A lo que voy es a otra cosa. Imaginemos dos estudiantes universitarios varones, heterosexuales sin lugar a dudas, que allá por tercero de carrera deciden alquilar juntos un piso. Se llevan bien, empiezan a trabajar, ganan mucho dinero, no logran encontrar a la mujer adecuada y siguen viviendo juntos. Un día deciden invertir sus ingresos en una vivienda. Ponen un negocio, generan lo que en una pareja casada sería una sociedad de gananciales. 

Imaginemos que un día les apetece adoptar un niño o niña. Sería injusto negarles ese derecho, salvo que haya buenas razones para aventurar que ese niño no estaría bien atendido. Finalmente uno muere y resulta que su familia natural, con la que puede no tener ningún contacto, reclama una herencia que aboca a vender todo lo que tenían en común con grave perjuicio para el otro.

Hay mil situaciones; porque es así la vida, en las que dos personas, sin necesidad de que intervengan las inclinaciones sexuales, construye una vida en común.

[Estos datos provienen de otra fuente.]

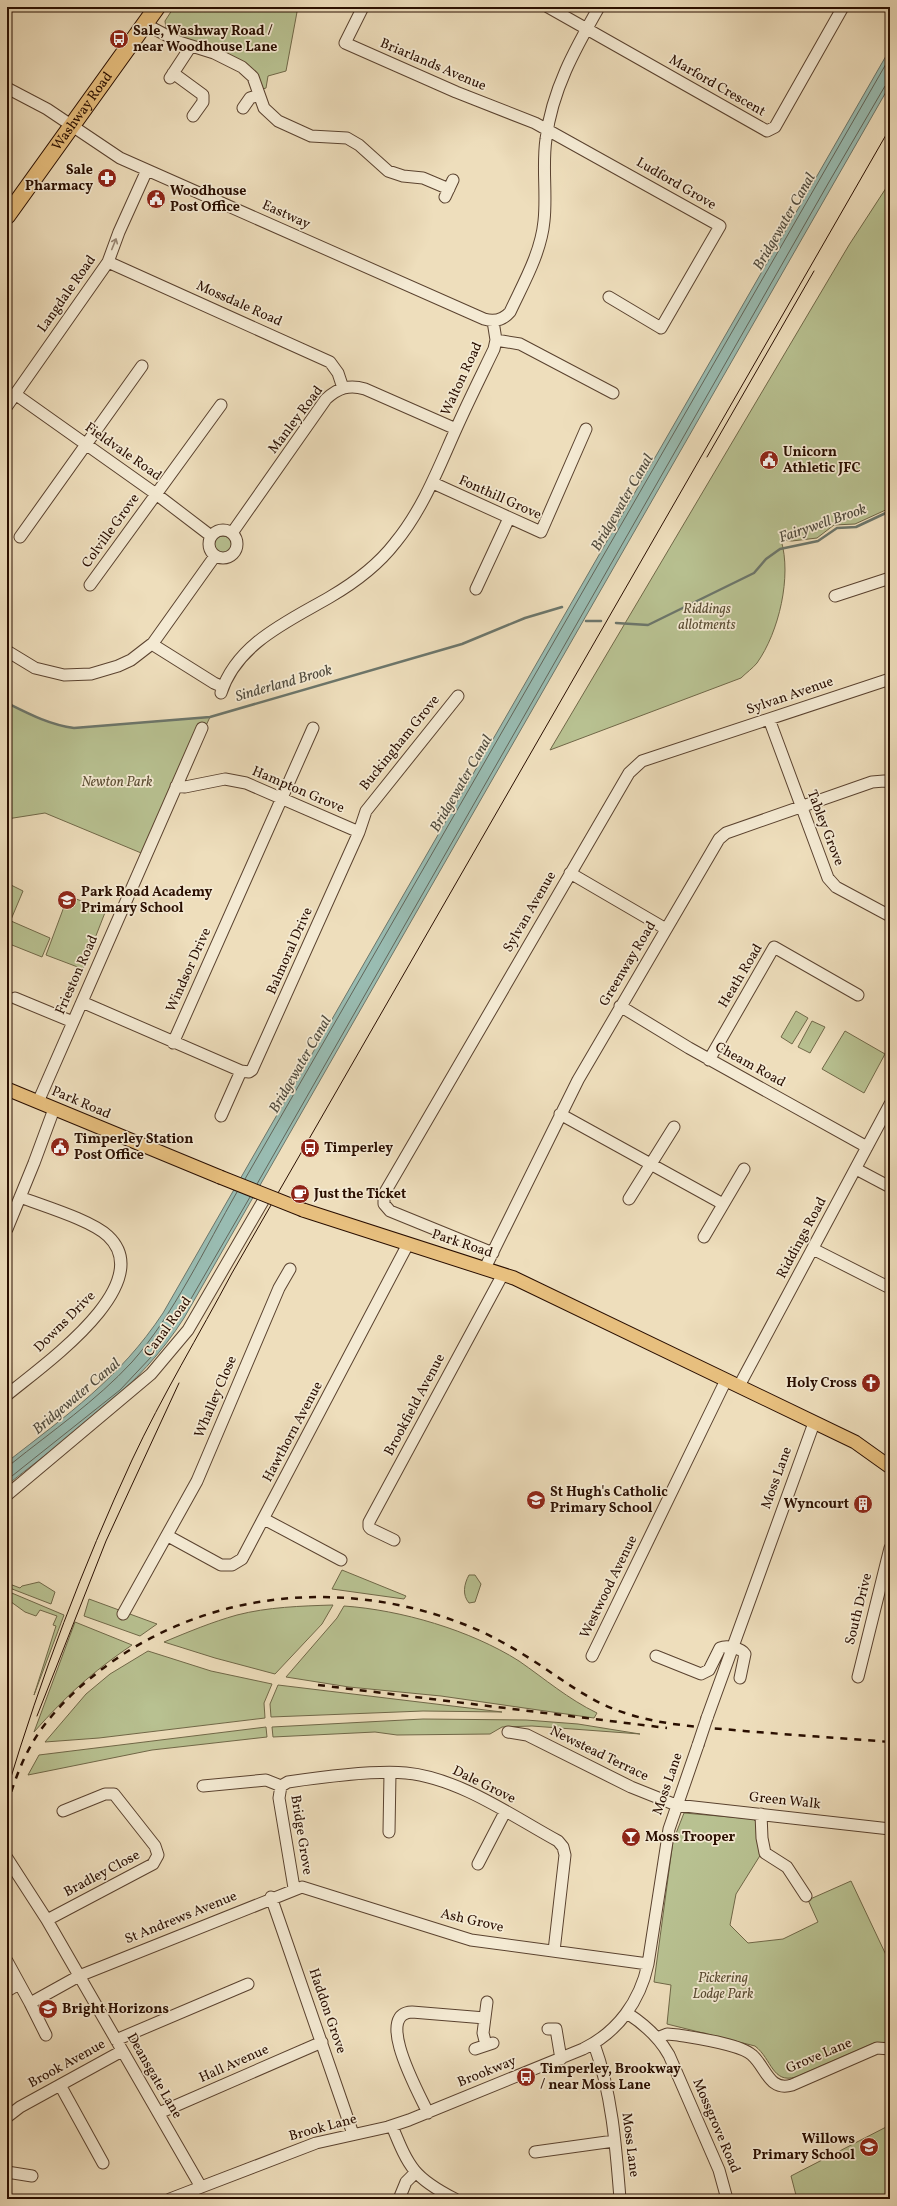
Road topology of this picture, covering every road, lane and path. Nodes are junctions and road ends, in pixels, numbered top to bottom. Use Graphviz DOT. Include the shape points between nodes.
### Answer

Hijos que se quedan a vivir con los padres, que inician su propia vida, ganan dinero, invierten en una vivienda más amplia para todos, incluso les proporcionan a sus padres la propiedad de una casa a la que no pudieron acceder o incrementan con sus ingresos unos recursos que no tienen la cautela de separar de la forma adecuada para evitar que, el día que mueran los padres, la herencia entregue a sus hermanos bienes que le pertenecen en exclusiva; pero no lo puede demostrar.

Lo lógico, sería haber hecho una ley abierta, en la que tuvieran cabida todo tipo de convivencias: amigos, parientes, padres-hijos, nietos-abuelos y todo el abanico de variedades posibles, mediante una fórmula tan sencilla como la de acreditar la convivencia a modo de unidad familiar y otorgarles derechos de adopción, derecho a percibir la pensión de viudedad, a disfrutar de la cobertura sanitaria del otro y, en resumen, equiparar los derechos a los derivados del matrimonio; pero dándoles una denominación específica, para mantener el respeto a la familia tradicional, como el marco ideal para el cuidado de los hijos y otras formas, igual de respetables; pero que son otra cosa y no son ni quieren ser matrimonio.

Para una vez que la Iglesia apoya a la mujer, va la indocumentada de turno y mete la pata. ¡Vaya tropa!